(Source data):
....
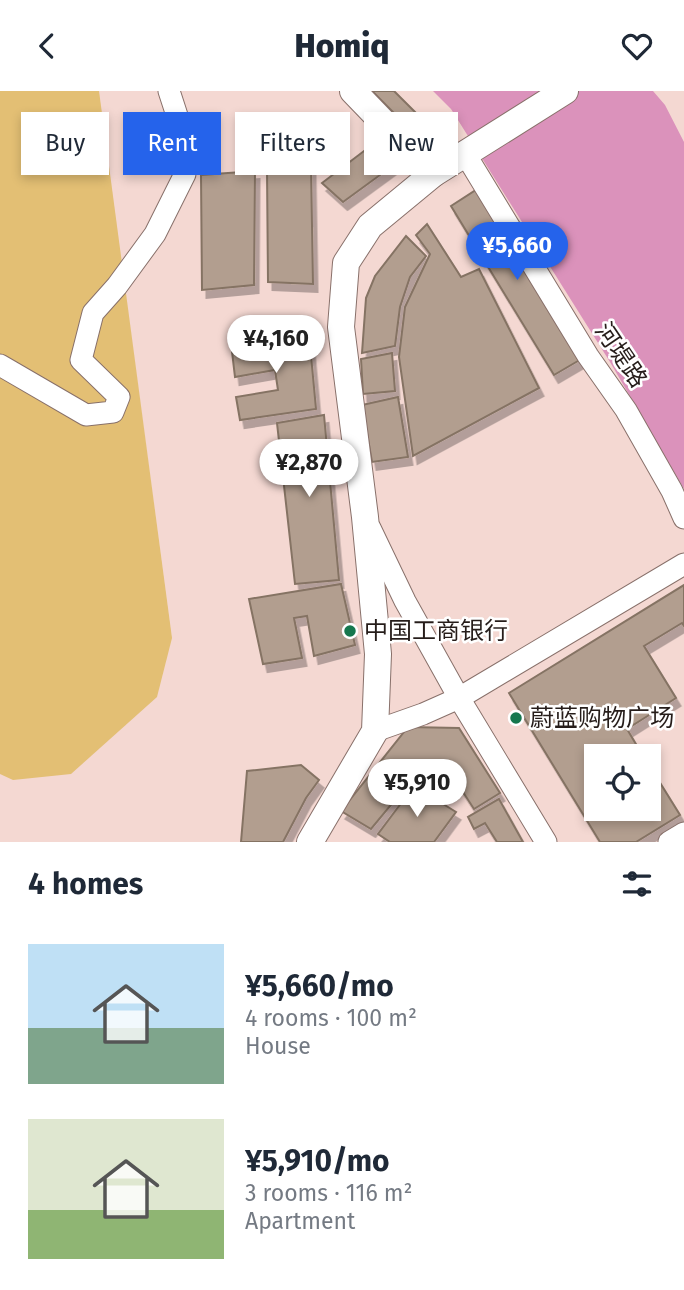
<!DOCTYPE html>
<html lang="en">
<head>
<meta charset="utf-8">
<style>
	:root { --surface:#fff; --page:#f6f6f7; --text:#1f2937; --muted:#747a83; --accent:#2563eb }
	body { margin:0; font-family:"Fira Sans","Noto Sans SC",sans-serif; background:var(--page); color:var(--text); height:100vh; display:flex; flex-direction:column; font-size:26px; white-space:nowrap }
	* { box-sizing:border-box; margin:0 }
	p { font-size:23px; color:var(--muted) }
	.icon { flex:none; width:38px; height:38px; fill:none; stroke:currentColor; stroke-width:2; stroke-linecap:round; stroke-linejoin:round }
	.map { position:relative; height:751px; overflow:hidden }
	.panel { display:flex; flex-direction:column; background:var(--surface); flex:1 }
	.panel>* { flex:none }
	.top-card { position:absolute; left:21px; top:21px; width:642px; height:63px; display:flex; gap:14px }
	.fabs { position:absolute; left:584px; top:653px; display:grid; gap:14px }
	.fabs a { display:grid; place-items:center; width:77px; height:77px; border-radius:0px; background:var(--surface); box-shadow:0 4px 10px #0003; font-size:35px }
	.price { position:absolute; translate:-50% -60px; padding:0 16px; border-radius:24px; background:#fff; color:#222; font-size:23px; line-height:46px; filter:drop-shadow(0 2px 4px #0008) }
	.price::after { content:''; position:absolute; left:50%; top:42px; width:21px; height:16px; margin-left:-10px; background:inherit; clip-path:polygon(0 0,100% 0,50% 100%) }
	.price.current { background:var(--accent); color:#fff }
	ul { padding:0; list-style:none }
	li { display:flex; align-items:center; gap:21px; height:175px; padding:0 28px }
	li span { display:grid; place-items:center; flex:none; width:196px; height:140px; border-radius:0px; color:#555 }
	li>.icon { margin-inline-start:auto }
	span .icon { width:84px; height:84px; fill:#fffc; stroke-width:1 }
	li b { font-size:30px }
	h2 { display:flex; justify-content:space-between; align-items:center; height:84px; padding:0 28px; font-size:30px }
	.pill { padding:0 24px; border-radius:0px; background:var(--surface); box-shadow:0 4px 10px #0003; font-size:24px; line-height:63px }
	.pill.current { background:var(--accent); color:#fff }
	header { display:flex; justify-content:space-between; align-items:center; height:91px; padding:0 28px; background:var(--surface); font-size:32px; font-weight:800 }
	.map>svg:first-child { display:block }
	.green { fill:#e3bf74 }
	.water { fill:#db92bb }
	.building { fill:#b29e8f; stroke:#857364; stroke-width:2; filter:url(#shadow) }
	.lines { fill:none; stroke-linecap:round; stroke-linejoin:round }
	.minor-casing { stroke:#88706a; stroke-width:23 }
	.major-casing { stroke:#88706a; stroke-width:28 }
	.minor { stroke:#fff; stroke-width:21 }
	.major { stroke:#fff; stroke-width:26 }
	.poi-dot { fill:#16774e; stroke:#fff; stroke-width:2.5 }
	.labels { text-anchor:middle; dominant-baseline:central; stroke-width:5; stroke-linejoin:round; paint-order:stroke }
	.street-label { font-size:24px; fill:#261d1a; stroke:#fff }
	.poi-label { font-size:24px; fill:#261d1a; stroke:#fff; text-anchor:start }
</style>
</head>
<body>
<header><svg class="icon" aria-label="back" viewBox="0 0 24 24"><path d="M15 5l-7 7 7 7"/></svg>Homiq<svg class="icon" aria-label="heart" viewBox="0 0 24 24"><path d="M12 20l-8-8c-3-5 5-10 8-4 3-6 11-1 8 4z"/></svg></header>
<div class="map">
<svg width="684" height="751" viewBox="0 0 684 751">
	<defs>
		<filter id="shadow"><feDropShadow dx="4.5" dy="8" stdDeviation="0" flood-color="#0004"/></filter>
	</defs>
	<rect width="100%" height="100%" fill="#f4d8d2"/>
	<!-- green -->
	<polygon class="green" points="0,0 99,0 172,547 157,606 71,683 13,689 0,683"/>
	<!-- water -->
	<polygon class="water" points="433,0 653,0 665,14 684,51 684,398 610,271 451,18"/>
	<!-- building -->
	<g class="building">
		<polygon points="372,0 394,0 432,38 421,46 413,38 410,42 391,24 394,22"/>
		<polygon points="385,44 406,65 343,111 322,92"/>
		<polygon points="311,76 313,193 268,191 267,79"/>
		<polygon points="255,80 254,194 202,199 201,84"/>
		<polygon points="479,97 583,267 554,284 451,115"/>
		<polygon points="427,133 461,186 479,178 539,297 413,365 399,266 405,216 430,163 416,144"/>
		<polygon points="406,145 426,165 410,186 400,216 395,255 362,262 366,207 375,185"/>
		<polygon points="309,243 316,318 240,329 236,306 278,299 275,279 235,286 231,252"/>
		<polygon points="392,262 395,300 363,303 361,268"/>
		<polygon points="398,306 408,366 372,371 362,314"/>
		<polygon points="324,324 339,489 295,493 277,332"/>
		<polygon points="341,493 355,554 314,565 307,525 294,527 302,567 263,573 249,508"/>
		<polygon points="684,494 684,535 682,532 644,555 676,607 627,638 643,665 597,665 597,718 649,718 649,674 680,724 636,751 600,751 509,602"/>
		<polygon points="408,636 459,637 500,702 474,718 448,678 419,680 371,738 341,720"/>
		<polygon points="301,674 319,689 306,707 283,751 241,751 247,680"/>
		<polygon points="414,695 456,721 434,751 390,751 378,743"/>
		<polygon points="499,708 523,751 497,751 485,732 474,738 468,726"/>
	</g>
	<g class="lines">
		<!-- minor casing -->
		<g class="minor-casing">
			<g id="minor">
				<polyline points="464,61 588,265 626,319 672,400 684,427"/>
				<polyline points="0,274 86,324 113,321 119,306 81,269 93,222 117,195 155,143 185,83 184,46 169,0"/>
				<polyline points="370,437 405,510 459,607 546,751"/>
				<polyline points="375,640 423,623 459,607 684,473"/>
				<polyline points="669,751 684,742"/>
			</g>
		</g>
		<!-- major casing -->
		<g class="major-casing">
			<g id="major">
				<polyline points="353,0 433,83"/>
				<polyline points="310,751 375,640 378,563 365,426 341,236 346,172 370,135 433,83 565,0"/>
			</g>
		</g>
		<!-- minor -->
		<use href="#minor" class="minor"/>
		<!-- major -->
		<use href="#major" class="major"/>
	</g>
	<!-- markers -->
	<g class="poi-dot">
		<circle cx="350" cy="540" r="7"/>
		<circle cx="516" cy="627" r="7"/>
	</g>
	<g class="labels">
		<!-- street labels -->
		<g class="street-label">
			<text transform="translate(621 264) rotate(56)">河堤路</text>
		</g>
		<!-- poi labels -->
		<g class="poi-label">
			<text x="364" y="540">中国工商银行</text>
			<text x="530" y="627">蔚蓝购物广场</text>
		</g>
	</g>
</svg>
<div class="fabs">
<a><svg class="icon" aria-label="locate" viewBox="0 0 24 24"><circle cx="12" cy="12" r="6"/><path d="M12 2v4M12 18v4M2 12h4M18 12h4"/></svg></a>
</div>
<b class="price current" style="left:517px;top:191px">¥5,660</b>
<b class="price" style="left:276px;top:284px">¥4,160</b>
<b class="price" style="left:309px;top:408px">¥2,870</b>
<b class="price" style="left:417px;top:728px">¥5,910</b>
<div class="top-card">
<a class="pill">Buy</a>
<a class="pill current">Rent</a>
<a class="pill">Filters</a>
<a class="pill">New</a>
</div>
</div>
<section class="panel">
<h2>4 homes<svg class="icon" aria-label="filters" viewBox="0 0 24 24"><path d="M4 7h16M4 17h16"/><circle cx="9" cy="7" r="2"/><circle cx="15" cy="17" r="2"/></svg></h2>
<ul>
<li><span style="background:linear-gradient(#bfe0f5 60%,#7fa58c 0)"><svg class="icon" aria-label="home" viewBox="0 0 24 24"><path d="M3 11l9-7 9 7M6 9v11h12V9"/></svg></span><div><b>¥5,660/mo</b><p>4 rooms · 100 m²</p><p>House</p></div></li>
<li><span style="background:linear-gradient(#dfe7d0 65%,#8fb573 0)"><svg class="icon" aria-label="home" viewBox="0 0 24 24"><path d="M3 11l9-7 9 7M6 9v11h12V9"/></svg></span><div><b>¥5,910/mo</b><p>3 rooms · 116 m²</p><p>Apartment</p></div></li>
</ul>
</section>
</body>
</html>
....
(WORK INSTRUCTION):
Go through the records above and copy each line where "lines" is found.

(WORKED SOLUTION):
	.lines { fill:none; stroke-linecap:round; stroke-linejoin:round }
	<g class="lines">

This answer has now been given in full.